INSTRUCTIONS TO FOLLOW. Every line of the data needs to be returned exactly.

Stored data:
● ● ● ● ● ● ●

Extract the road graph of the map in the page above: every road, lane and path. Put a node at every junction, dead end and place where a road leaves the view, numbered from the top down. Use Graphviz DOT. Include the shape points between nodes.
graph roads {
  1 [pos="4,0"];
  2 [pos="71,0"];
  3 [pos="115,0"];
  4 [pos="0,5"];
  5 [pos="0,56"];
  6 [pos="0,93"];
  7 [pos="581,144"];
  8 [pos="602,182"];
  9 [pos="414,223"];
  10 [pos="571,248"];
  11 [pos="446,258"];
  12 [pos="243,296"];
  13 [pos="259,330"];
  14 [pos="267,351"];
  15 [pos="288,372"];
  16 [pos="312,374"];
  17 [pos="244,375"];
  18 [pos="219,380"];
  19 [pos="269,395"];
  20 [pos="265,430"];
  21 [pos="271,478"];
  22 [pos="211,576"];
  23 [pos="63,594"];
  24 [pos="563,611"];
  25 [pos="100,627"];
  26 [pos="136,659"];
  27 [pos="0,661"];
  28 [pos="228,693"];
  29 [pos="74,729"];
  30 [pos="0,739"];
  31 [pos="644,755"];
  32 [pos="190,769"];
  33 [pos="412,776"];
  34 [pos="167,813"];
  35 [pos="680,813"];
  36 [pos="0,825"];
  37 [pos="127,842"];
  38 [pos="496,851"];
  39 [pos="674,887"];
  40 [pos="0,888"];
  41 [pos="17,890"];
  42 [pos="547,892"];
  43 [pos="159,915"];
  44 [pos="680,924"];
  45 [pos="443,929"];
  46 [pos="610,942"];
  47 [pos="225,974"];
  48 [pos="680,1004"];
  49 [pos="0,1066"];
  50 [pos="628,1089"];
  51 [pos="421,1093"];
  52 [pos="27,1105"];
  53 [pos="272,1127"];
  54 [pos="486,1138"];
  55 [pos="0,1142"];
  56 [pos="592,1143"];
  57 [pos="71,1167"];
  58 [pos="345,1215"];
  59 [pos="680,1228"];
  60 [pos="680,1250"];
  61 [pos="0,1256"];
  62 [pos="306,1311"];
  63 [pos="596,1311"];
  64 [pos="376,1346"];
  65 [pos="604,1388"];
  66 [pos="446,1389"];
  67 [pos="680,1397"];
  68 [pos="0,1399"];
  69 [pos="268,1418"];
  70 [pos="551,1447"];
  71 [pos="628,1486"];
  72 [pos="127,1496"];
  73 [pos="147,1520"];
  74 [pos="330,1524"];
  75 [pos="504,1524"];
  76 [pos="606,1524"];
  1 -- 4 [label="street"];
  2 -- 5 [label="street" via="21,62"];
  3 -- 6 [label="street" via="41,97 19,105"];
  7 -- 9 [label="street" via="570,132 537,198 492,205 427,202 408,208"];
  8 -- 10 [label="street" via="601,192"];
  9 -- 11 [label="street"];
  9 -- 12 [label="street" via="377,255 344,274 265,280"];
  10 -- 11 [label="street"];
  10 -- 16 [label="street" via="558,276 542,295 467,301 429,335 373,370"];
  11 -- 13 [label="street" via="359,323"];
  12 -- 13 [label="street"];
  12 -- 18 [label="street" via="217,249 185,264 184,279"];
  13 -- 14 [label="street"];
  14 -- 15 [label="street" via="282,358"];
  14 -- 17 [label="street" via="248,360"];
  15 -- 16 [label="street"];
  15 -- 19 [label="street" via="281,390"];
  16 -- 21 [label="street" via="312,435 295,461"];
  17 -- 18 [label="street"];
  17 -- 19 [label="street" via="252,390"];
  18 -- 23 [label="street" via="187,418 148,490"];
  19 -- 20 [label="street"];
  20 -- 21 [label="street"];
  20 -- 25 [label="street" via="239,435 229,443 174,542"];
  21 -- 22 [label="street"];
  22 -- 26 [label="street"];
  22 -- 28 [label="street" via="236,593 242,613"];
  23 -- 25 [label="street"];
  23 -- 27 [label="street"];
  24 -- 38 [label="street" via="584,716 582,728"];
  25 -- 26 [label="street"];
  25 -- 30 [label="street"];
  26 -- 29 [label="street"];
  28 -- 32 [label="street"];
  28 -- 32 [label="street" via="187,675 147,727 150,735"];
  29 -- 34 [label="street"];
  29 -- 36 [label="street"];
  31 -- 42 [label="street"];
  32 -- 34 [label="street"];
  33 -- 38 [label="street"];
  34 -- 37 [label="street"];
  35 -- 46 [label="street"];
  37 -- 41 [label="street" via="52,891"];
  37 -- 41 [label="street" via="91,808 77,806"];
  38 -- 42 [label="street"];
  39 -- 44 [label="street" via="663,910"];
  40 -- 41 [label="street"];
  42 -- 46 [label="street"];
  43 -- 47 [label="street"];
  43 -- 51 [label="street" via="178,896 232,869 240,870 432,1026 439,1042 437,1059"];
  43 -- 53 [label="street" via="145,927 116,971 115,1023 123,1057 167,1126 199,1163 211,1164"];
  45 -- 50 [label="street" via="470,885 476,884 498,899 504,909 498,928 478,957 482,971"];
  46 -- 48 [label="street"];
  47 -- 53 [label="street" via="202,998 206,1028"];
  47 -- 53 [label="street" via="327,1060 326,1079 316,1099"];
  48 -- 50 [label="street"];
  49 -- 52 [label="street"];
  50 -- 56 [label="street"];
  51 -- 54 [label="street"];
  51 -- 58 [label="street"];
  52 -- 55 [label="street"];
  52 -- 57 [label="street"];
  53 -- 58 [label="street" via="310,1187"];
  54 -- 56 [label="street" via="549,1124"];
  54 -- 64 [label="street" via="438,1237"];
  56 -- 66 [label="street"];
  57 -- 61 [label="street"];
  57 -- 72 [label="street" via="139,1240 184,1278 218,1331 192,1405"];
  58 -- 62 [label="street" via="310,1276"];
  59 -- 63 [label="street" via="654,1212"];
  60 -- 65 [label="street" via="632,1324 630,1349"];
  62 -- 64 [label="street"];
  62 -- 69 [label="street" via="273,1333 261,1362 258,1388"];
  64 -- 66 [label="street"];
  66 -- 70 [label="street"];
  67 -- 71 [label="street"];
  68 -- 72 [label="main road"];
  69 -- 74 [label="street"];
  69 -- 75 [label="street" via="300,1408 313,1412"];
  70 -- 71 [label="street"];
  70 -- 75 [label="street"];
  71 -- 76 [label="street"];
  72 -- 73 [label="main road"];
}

● ● ● ● ● ● ●

SOLVED PROBLEM.
Extract the road graph of the map in the page above: every road, lane and path. Put a node at every junction, dead end and place where a road leaves the view, numbered from the top down. Use Graphviz DOT. Include the shape points between nodes.
graph roads {
  1 [pos="4,0"];
  2 [pos="71,0"];
  3 [pos="115,0"];
  4 [pos="0,5"];
  5 [pos="0,56"];
  6 [pos="0,93"];
  7 [pos="581,144"];
  8 [pos="602,182"];
  9 [pos="414,223"];
  10 [pos="571,248"];
  11 [pos="446,258"];
  12 [pos="243,296"];
  13 [pos="259,330"];
  14 [pos="267,351"];
  15 [pos="288,372"];
  16 [pos="312,374"];
  17 [pos="244,375"];
  18 [pos="219,380"];
  19 [pos="269,395"];
  20 [pos="265,430"];
  21 [pos="271,478"];
  22 [pos="211,576"];
  23 [pos="63,594"];
  24 [pos="563,611"];
  25 [pos="100,627"];
  26 [pos="136,659"];
  27 [pos="0,661"];
  28 [pos="228,693"];
  29 [pos="74,729"];
  30 [pos="0,739"];
  31 [pos="644,755"];
  32 [pos="190,769"];
  33 [pos="412,776"];
  34 [pos="167,813"];
  35 [pos="680,813"];
  36 [pos="0,825"];
  37 [pos="127,842"];
  38 [pos="496,851"];
  39 [pos="674,887"];
  40 [pos="0,888"];
  41 [pos="17,890"];
  42 [pos="547,892"];
  43 [pos="159,915"];
  44 [pos="680,924"];
  45 [pos="443,929"];
  46 [pos="610,942"];
  47 [pos="225,974"];
  48 [pos="680,1004"];
  49 [pos="0,1066"];
  50 [pos="628,1089"];
  51 [pos="421,1093"];
  52 [pos="27,1105"];
  53 [pos="272,1127"];
  54 [pos="486,1138"];
  55 [pos="0,1142"];
  56 [pos="592,1143"];
  57 [pos="71,1167"];
  58 [pos="345,1215"];
  59 [pos="680,1228"];
  60 [pos="680,1250"];
  61 [pos="0,1256"];
  62 [pos="306,1311"];
  63 [pos="596,1311"];
  64 [pos="376,1346"];
  65 [pos="604,1388"];
  66 [pos="446,1389"];
  67 [pos="680,1397"];
  68 [pos="0,1399"];
  69 [pos="268,1418"];
  70 [pos="551,1447"];
  71 [pos="628,1486"];
  72 [pos="127,1496"];
  73 [pos="147,1520"];
  74 [pos="330,1524"];
  75 [pos="504,1524"];
  76 [pos="606,1524"];
  1 -- 4 [label="street"];
  2 -- 5 [label="street" via="21,62"];
  3 -- 6 [label="street" via="41,97 19,105"];
  7 -- 9 [label="street" via="570,132 537,198 492,205 427,202 408,208"];
  8 -- 10 [label="street" via="601,192"];
  9 -- 11 [label="street"];
  9 -- 12 [label="street" via="377,255 344,274 265,280"];
  10 -- 11 [label="street"];
  10 -- 16 [label="street" via="558,276 542,295 467,301 429,335 373,370"];
  11 -- 13 [label="street" via="359,323"];
  12 -- 13 [label="street"];
  12 -- 18 [label="street" via="217,249 185,264 184,279"];
  13 -- 14 [label="street"];
  14 -- 15 [label="street" via="282,358"];
  14 -- 17 [label="street" via="248,360"];
  15 -- 16 [label="street"];
  15 -- 19 [label="street" via="281,390"];
  16 -- 21 [label="street" via="312,435 295,461"];
  17 -- 18 [label="street"];
  17 -- 19 [label="street" via="252,390"];
  18 -- 23 [label="street" via="187,418 148,490"];
  19 -- 20 [label="street"];
  20 -- 21 [label="street"];
  20 -- 25 [label="street" via="239,435 229,443 174,542"];
  21 -- 22 [label="street"];
  22 -- 26 [label="street"];
  22 -- 28 [label="street" via="236,593 242,613"];
  23 -- 25 [label="street"];
  23 -- 27 [label="street"];
  24 -- 38 [label="street" via="584,716 582,728"];
  25 -- 26 [label="street"];
  25 -- 30 [label="street"];
  26 -- 29 [label="street"];
  28 -- 32 [label="street"];
  28 -- 32 [label="street" via="187,675 147,727 150,735"];
  29 -- 34 [label="street"];
  29 -- 36 [label="street"];
  31 -- 42 [label="street"];
  32 -- 34 [label="street"];
  33 -- 38 [label="street"];
  34 -- 37 [label="street"];
  35 -- 46 [label="street"];
  37 -- 41 [label="street" via="52,891"];
  37 -- 41 [label="street" via="91,808 77,806"];
  38 -- 42 [label="street"];
  39 -- 44 [label="street" via="663,910"];
  40 -- 41 [label="street"];
  42 -- 46 [label="street"];
  43 -- 47 [label="street"];
  43 -- 51 [label="street" via="178,896 232,869 240,870 432,1026 439,1042 437,1059"];
  43 -- 53 [label="street" via="145,927 116,971 115,1023 123,1057 167,1126 199,1163 211,1164"];
  45 -- 50 [label="street" via="470,885 476,884 498,899 504,909 498,928 478,957 482,971"];
  46 -- 48 [label="street"];
  47 -- 53 [label="street" via="202,998 206,1028"];
  47 -- 53 [label="street" via="327,1060 326,1079 316,1099"];
  48 -- 50 [label="street"];
  49 -- 52 [label="street"];
  50 -- 56 [label="street"];
  51 -- 54 [label="street"];
  51 -- 58 [label="street"];
  52 -- 55 [label="street"];
  52 -- 57 [label="street"];
  53 -- 58 [label="street" via="310,1187"];
  54 -- 56 [label="street" via="549,1124"];
  54 -- 64 [label="street" via="438,1237"];
  56 -- 66 [label="street"];
  57 -- 61 [label="street"];
  57 -- 72 [label="street" via="139,1240 184,1278 218,1331 192,1405"];
  58 -- 62 [label="street" via="310,1276"];
  59 -- 63 [label="street" via="654,1212"];
  60 -- 65 [label="street" via="632,1324 630,1349"];
  62 -- 64 [label="street"];
  62 -- 69 [label="street" via="273,1333 261,1362 258,1388"];
  64 -- 66 [label="street"];
  66 -- 70 [label="street"];
  67 -- 71 [label="street"];
  68 -- 72 [label="main road"];
  69 -- 74 [label="street"];
  69 -- 75 [label="street" via="300,1408 313,1412"];
  70 -- 71 [label="street"];
  70 -- 75 [label="street"];
  71 -- 76 [label="street"];
  72 -- 73 [label="main road"];
}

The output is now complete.